As long as Mr. Gladstone is a power in English public life, and his pledges given in Lancashire are unredeemed or unrepudiated, the Home Rule party will press him without mercy; but it is not reasonable to argue from their success, a success which Mr. Gladstone has given them, that they exercise a permanent influence on Irish affairs. When the Southport pledges were given, the Irish land laws were yet without that reform which a series of Governments, Tory as well as Whig, had admitted to be necessary. It could not be said until after 1870 that the book of English neglect of Irish interests was finally closed, and that is only sixteen years ago. During this period we have seen the great English Parliamentary Ruler continually plunging after coercion, and returning to make some other big concession to agitation. Thus Ireland has had no chance of trying what a good system of laws consistently administered could supply.

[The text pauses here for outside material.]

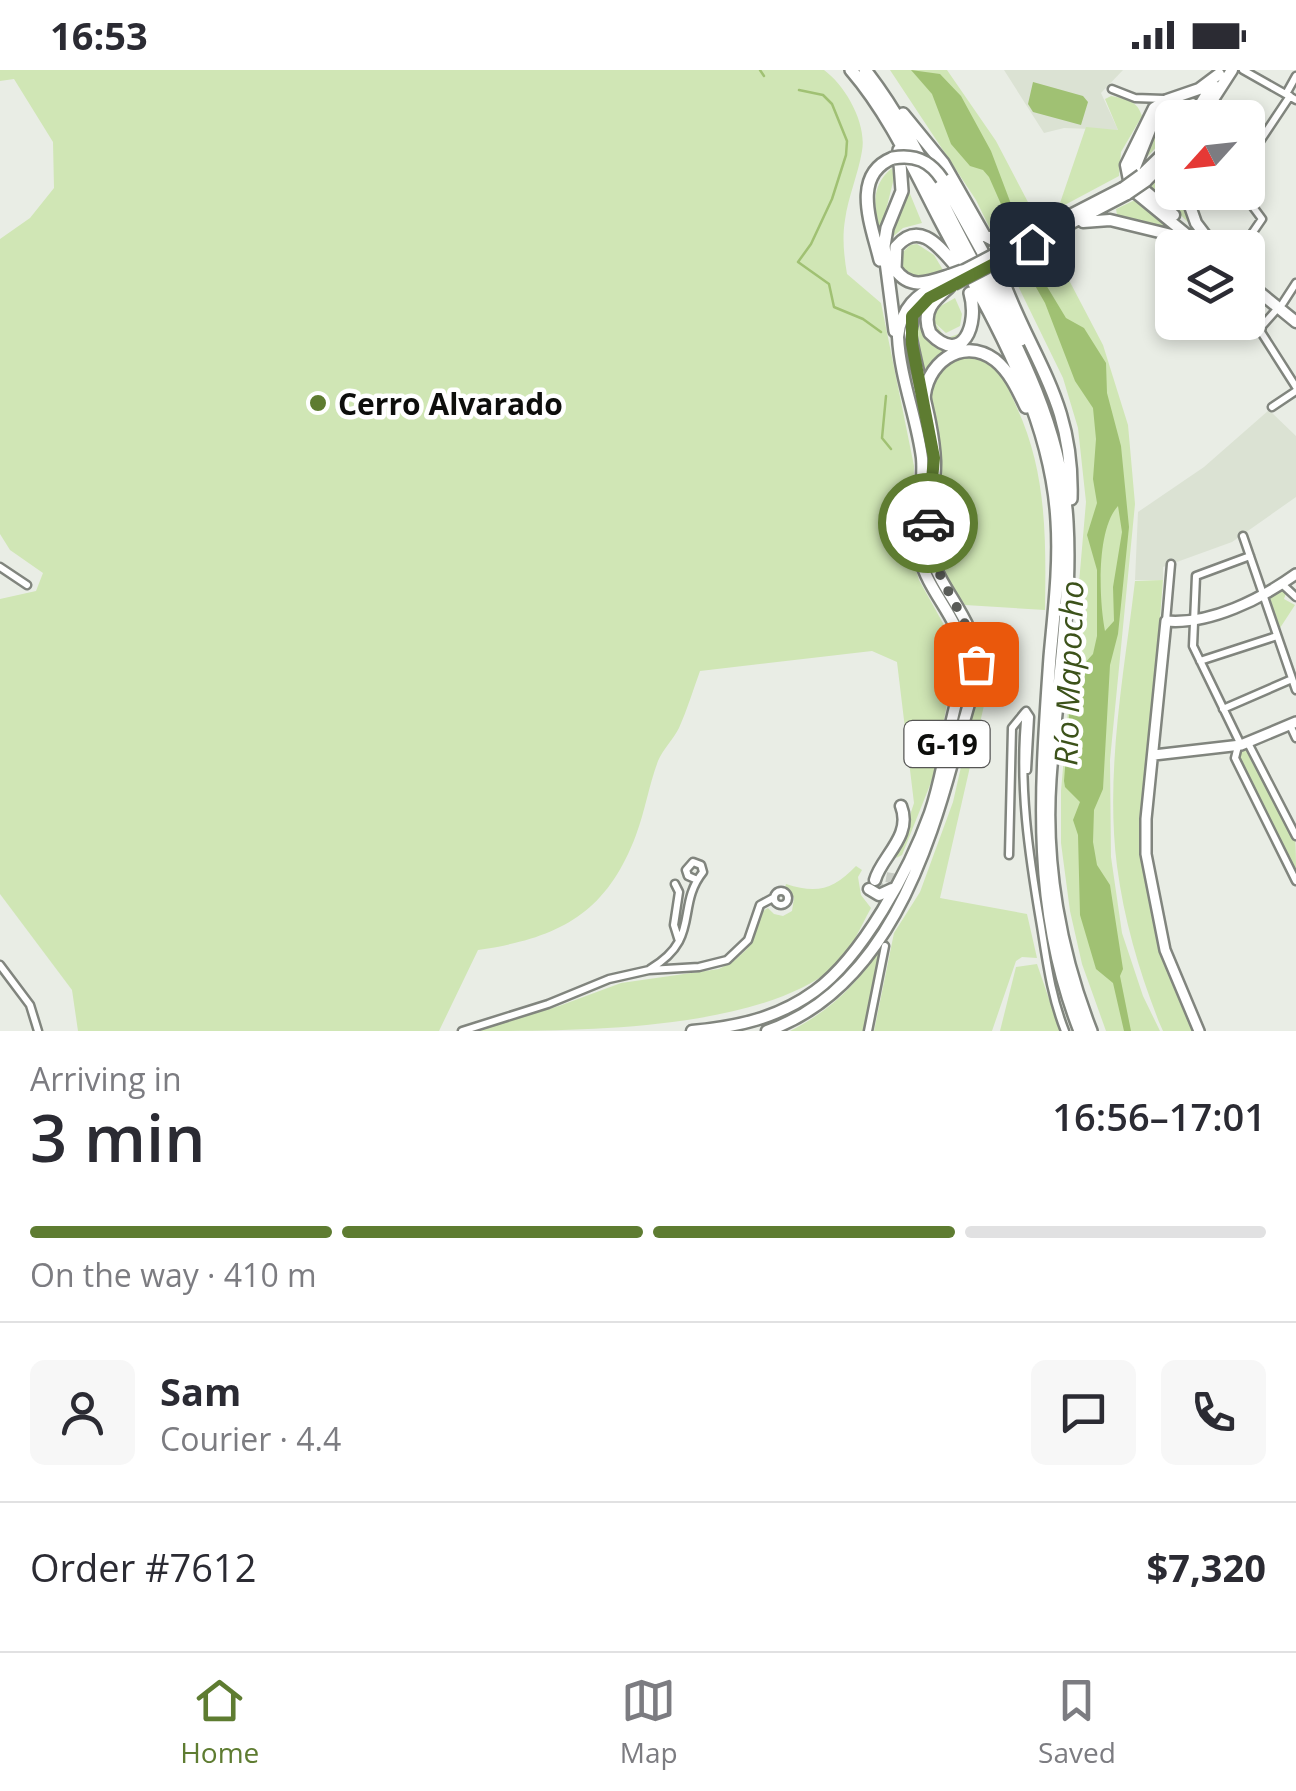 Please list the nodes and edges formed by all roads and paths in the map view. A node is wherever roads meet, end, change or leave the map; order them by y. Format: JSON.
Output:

The principle of the Land Act of 1870 was a provision for the protection of property—the tenants' property recognized by custom during a long course of years, although ignored by the law and exposed to confiscation by the reckless Whig legislation of 1850-2. The Land Act of 1881 was an arbitrary attempt to remedy the misfortunes of an improvident agricultural interest by legislative interference with contract. Contracts were readjusted and finally settled for fifteen years to come. Political economy was bidden to take itself off, but prices varied quite regardless of Mr. Gladstone's arrangements, and the weather did not pay them the least consideration. The passion for revolution was stimulated, and a large number of Mr. Gladstone's clients are as badly off as before. Might it not be worth while to try for a time how far good government, after the removal of all substantial grievances, might supply that 'real settlement,' 'that finality,' which the country is now asked to find in Dublin Parliaments, First Orders, and bribes at the cost of the English taxpayer?